The most tangible evidence of addressing errors in any mailing that leaves your company is the volume of return mail. Instead of treating return mail as a nuisance, managers should consider it another tool to improve their address list.
If a company has done a good job with cleaning their addresses, then their return mail will be below 1%. However, if that company mails out 50,000 bills a day, that still means 500 envelopes will be returned each day. Over 10,000 pieces will be returned in a month. That’s a lot of mail.
So, what should a company do? We recommend a multi-step approach:
- Keep accurate measurements
- Update moves first
- Fix obvious errors
- Use CASS, NCOALink and AEC for tougher problems
- Turn off mail for repeat offenders
Measurements are important to determine the effectiveness and efficiency of your address quality program. With return mail, you need to know more than just volumes. You also need to know what percentage of your outbound mail does the return mail represent. Studies have shown that almost 2.5% of presorted, First-Class Mail is undeliverable as addressed. However, best-in-class operations achieve a 1% or lower percentage of return mail. Accurate, consistent metrics will demonstrate where your operations stands, and how corrective actions are improving the situation.
Immediate attention should be given to pieces that have address update information attached. These are the easiest mistakes to fix. If a new address is provided, then the customer’s record should be modified. If the intended recipient has moved and left no address, then the customer should be contacted by alternate means (e.g., phone or email) to obtain the correct information.
The next target should be the returns with clearly marked errors – missing house number, no unit or apartment designated, incorrect ZIP code, etc. The customers’ records should be searched for the correct information and then the address updated. If the information isn’t evident, then contact your customer via phone or email.
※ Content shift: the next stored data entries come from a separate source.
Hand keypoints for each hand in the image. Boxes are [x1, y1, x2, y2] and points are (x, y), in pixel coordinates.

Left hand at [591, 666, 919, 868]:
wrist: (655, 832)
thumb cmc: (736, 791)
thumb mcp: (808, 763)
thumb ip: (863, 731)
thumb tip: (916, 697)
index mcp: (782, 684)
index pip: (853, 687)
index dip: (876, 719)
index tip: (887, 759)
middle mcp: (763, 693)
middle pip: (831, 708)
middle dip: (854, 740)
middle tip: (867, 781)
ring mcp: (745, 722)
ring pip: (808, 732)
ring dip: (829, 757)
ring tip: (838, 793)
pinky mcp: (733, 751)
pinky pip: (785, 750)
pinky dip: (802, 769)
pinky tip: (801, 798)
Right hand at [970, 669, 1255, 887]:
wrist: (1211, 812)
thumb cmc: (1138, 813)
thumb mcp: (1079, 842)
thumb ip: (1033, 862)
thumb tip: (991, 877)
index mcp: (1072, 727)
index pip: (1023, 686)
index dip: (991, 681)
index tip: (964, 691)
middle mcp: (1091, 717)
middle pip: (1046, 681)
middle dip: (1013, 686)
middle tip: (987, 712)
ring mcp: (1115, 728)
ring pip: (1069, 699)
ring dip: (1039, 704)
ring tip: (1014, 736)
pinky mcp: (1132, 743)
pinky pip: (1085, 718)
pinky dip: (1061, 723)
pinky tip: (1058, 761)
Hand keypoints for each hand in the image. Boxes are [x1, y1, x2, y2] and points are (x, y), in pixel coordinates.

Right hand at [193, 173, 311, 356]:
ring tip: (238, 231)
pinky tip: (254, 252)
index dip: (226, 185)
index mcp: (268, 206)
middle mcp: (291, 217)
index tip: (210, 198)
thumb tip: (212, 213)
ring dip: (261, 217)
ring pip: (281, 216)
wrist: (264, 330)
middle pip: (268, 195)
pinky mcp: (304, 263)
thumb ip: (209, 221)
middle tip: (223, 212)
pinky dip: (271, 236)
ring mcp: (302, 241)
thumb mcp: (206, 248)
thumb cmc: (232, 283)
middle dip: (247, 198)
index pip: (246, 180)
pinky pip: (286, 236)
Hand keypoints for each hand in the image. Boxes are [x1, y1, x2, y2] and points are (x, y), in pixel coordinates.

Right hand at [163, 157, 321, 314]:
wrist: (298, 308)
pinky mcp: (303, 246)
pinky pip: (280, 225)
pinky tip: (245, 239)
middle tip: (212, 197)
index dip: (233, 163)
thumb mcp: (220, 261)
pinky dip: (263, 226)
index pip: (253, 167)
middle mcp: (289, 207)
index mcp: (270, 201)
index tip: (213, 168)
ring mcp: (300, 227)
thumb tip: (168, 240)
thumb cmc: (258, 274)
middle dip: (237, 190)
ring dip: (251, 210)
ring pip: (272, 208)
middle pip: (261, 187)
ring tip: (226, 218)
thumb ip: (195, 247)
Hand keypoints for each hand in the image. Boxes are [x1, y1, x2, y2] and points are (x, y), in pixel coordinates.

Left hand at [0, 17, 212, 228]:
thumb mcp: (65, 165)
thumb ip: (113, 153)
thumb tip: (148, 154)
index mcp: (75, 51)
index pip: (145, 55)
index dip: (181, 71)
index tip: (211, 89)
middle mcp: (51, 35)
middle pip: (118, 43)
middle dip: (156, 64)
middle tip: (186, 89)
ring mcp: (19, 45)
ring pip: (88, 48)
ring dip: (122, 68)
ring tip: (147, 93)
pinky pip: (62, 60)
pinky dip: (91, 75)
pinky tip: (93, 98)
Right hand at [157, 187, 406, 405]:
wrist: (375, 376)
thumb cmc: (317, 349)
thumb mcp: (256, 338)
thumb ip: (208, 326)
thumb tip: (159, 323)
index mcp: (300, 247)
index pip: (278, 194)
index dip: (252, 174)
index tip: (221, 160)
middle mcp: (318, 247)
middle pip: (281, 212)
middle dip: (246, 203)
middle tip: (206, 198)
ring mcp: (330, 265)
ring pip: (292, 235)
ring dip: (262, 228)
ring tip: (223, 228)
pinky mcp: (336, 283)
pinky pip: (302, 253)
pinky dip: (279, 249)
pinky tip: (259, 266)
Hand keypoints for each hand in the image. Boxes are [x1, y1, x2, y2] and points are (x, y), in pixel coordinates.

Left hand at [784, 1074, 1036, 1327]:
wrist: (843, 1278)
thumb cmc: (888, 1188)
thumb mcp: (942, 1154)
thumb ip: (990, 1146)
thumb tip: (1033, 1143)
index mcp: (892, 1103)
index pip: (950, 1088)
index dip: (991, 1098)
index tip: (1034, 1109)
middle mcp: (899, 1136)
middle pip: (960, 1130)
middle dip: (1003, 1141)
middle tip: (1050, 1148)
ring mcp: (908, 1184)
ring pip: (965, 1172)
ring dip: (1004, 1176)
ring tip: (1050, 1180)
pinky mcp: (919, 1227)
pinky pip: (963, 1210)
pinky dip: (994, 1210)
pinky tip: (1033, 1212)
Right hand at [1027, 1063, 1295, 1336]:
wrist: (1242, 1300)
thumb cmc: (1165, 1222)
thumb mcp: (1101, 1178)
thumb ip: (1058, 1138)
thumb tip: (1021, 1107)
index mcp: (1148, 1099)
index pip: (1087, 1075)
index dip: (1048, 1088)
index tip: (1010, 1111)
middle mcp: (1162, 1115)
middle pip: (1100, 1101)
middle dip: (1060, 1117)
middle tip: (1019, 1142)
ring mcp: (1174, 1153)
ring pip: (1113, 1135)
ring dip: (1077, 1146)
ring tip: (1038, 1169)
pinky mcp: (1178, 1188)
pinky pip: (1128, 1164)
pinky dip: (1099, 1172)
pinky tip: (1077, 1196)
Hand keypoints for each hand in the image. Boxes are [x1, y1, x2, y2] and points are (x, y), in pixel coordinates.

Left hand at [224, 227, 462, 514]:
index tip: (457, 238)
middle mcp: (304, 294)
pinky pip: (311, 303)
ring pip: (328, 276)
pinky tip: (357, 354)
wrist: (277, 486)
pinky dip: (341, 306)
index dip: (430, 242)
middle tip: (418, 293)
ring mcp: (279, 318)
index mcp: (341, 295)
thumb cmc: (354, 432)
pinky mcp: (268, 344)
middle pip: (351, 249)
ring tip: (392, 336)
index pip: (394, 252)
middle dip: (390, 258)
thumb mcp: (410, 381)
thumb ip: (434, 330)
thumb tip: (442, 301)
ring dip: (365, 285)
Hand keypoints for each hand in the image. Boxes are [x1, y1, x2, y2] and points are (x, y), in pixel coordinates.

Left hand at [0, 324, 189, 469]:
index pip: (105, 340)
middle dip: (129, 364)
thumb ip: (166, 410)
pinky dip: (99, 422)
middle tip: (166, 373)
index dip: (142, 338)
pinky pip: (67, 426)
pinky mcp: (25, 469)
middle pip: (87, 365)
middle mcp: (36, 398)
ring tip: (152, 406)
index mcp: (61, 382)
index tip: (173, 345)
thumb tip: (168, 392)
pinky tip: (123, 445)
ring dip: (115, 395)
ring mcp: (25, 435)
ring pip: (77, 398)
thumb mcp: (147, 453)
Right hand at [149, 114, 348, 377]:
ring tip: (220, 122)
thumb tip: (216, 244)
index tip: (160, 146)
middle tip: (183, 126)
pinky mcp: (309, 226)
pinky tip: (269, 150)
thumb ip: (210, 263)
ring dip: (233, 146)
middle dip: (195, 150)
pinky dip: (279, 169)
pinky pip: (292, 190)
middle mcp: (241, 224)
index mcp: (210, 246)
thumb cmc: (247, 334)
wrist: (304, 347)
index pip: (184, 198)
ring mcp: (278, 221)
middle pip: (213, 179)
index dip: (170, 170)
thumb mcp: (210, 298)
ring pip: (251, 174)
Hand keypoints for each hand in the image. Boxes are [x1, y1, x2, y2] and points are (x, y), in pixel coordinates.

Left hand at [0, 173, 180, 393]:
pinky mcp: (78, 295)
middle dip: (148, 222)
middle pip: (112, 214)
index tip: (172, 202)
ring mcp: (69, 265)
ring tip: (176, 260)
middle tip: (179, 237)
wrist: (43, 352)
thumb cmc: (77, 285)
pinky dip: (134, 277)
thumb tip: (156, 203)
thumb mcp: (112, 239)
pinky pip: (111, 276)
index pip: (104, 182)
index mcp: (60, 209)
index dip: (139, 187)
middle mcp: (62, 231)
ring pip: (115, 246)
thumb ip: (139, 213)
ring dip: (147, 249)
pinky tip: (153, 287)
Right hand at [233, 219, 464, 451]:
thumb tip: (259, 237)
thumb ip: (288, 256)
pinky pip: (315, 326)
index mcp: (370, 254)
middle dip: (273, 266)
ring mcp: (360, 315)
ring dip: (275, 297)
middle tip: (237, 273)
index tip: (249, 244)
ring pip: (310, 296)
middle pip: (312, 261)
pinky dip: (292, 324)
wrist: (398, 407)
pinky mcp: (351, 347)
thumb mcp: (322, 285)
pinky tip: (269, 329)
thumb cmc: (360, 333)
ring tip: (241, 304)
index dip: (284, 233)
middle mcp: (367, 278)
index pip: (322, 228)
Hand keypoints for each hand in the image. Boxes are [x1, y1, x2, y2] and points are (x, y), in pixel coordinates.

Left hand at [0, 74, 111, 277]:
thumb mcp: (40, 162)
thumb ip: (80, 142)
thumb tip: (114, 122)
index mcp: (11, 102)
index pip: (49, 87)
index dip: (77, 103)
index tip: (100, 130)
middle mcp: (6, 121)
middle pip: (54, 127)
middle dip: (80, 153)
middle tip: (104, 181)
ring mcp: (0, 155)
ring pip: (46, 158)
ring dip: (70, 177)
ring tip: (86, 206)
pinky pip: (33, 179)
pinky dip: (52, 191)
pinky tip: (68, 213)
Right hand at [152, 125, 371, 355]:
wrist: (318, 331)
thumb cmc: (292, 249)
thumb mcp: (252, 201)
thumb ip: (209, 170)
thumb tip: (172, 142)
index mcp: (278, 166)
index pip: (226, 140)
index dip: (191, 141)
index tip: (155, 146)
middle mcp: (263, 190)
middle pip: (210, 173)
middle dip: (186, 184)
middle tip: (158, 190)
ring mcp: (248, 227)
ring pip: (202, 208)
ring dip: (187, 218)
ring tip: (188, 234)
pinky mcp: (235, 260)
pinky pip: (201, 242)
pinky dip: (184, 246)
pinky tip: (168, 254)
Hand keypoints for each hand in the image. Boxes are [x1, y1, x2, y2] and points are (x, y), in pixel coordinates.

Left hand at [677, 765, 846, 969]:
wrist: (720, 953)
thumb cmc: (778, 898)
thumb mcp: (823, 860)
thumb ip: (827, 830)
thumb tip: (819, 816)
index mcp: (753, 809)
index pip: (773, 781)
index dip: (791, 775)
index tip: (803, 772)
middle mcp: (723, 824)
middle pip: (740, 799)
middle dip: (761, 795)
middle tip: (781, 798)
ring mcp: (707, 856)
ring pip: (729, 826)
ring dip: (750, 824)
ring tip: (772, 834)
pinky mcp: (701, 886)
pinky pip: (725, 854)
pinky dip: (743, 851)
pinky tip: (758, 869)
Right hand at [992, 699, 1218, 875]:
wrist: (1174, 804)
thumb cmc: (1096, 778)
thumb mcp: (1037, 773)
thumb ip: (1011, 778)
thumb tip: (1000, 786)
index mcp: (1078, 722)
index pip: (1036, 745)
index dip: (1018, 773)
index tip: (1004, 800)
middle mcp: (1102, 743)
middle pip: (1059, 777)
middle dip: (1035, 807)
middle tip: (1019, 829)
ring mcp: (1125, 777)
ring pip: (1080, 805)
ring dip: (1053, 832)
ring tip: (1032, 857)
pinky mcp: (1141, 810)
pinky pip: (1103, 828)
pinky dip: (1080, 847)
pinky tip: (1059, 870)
Unfortunately, many of the Nixie codes provided on the yellow return labels are useless. The most common being “Undeliverable as Addressed”, with no additional information. These addresses should be processed through CASS and NCOALink software to identify possible reasons. These addresses may have already been processed through CASS before, but the errors were skipped over. With a smaller batch, more attention can be given to the errors. For the pieces that still can’t be resolved, consider using the USPS Address Element Correction (AEC) program.
If the address can’t be fixed, and mailpieces keep being returned, then your company should consider not mailing to those customers. There are very complicated rules that vary by industry about when a company can turn off mail. However, in most cases, sending a notification by Certified Mail, and then retaining the returned mailpiece will meet the official obligations. Work with your legal department to identify the best policy for your company.
People will continue to move without notifying you or the USPS. Errors will be made when entering customers’ addresses. Return mail will always exist. So every day, the process must be repeated. Each time with increasingly smaller numbers.
Physical mail remains a critical link to customers in an increasingly digital world. But mailpieces that are returned to your company add no value to the relationship. Take the next steps to reduce your return mail today.